Your task is to copy all of the entries exactly as they are given.

## Stored data
--------------------------------

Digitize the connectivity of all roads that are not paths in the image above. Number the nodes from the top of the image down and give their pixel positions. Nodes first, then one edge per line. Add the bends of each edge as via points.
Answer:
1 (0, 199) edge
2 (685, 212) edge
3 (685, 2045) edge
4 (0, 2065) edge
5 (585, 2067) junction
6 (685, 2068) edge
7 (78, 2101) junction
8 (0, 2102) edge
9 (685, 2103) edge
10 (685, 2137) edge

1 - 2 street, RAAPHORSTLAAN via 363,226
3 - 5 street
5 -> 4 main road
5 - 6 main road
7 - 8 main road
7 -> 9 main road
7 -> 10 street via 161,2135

--------------------------------

## Answer to this task
Digitize the connectivity of all roads that are not paths in the image above. Number the nodes from the top of the image down and give their pixel positions. Nodes first, then one edge per line. Add the bends of each edge as via points.
Answer:
1 (0, 199) edge
2 (685, 212) edge
3 (685, 2045) edge
4 (0, 2065) edge
5 (585, 2067) junction
6 (685, 2068) edge
7 (78, 2101) junction
8 (0, 2102) edge
9 (685, 2103) edge
10 (685, 2137) edge

1 - 2 street, RAAPHORSTLAAN via 363,226
3 - 5 street
5 -> 4 main road
5 - 6 main road
7 - 8 main road
7 -> 9 main road
7 -> 10 street via 161,2135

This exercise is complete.